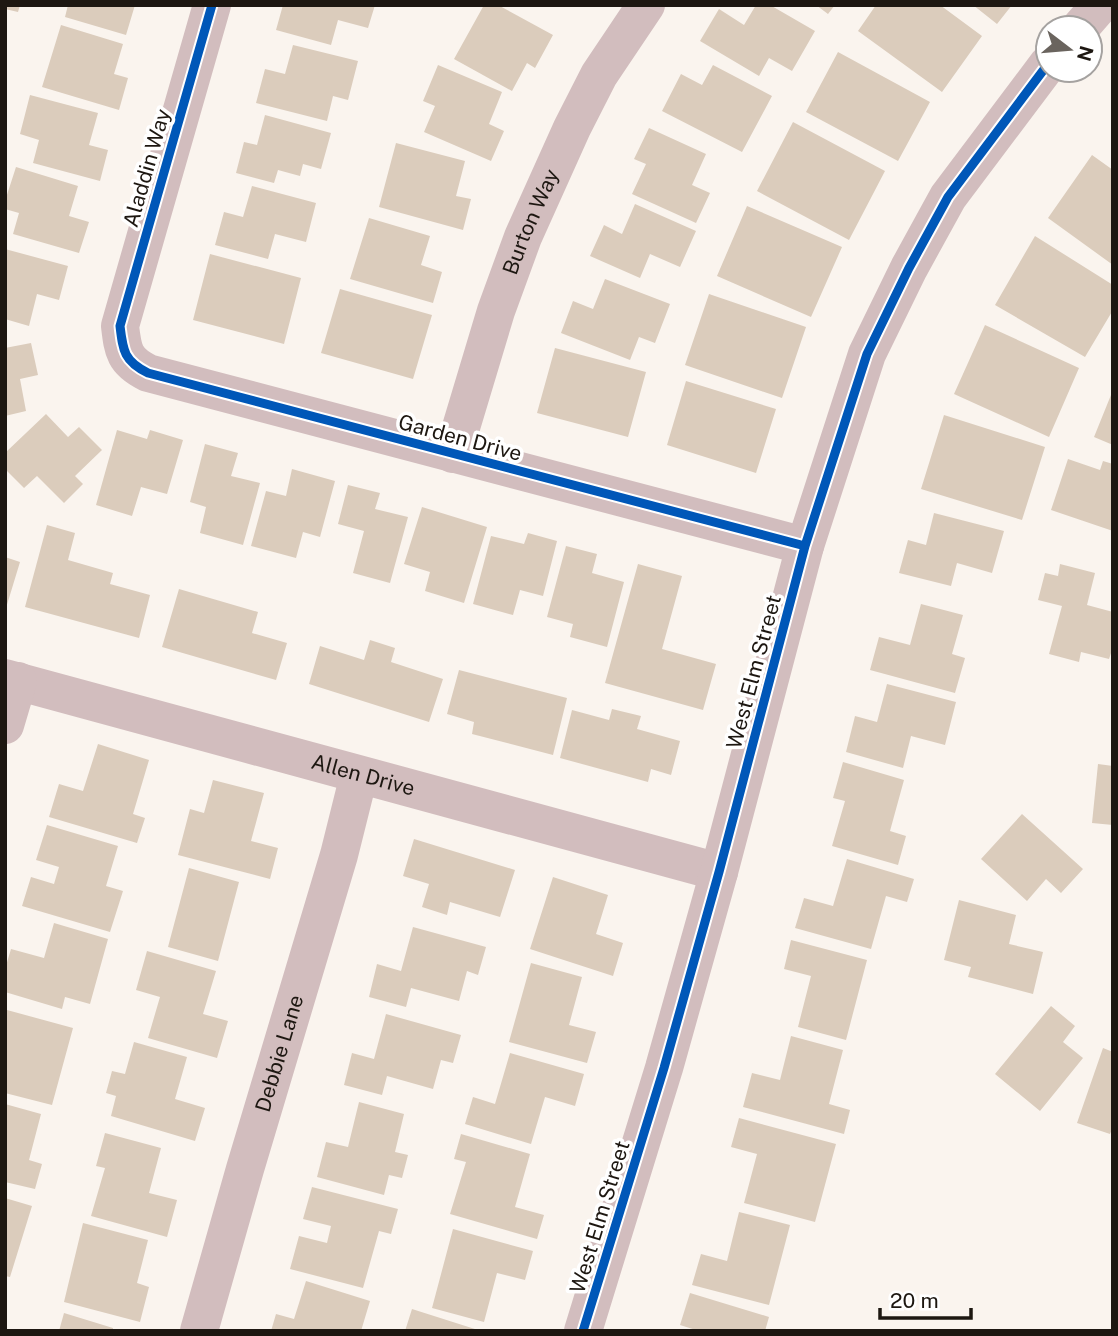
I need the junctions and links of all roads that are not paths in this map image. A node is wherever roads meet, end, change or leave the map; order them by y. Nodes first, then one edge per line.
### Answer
1 (212, 5) edge
2 (646, 5) edge
3 (1034, 83) edge
4 (122, 341) joint
5 (453, 454) junction
6 (805, 546) junction
7 (12, 680) edge
8 (5, 725) edge
9 (359, 775) junction
10 (719, 872) junction
11 (199, 1331) edge
12 (583, 1331) edge

1 - 4 street, Aladdin Way
2 - 5 street, Burton Way
3 - 6 street, West Elm Street
4 - 5 street, Garden Drive
5 - 6 street, Garden Drive
6 - 10 street, West Elm Street
7 - 8 street
7 - 9 street, Allen Drive
9 - 10 street, Allen Drive
9 - 11 street, Debbie Lane
10 - 12 street, West Elm Street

Work to be completed → Retype the records exactly. Any image in them should not appear in what you write.

Response to the task →
I need the junctions and links of all roads that are not paths in this map image. A node is wherever roads meet, end, change or leave the map; order them by y. Nodes first, then one edge per line.
### Answer
1 (212, 5) edge
2 (646, 5) edge
3 (1034, 83) edge
4 (122, 341) joint
5 (453, 454) junction
6 (805, 546) junction
7 (12, 680) edge
8 (5, 725) edge
9 (359, 775) junction
10 (719, 872) junction
11 (199, 1331) edge
12 (583, 1331) edge

1 - 4 street, Aladdin Way
2 - 5 street, Burton Way
3 - 6 street, West Elm Street
4 - 5 street, Garden Drive
5 - 6 street, Garden Drive
6 - 10 street, West Elm Street
7 - 8 street
7 - 9 street, Allen Drive
9 - 10 street, Allen Drive
9 - 11 street, Debbie Lane
10 - 12 street, West Elm Street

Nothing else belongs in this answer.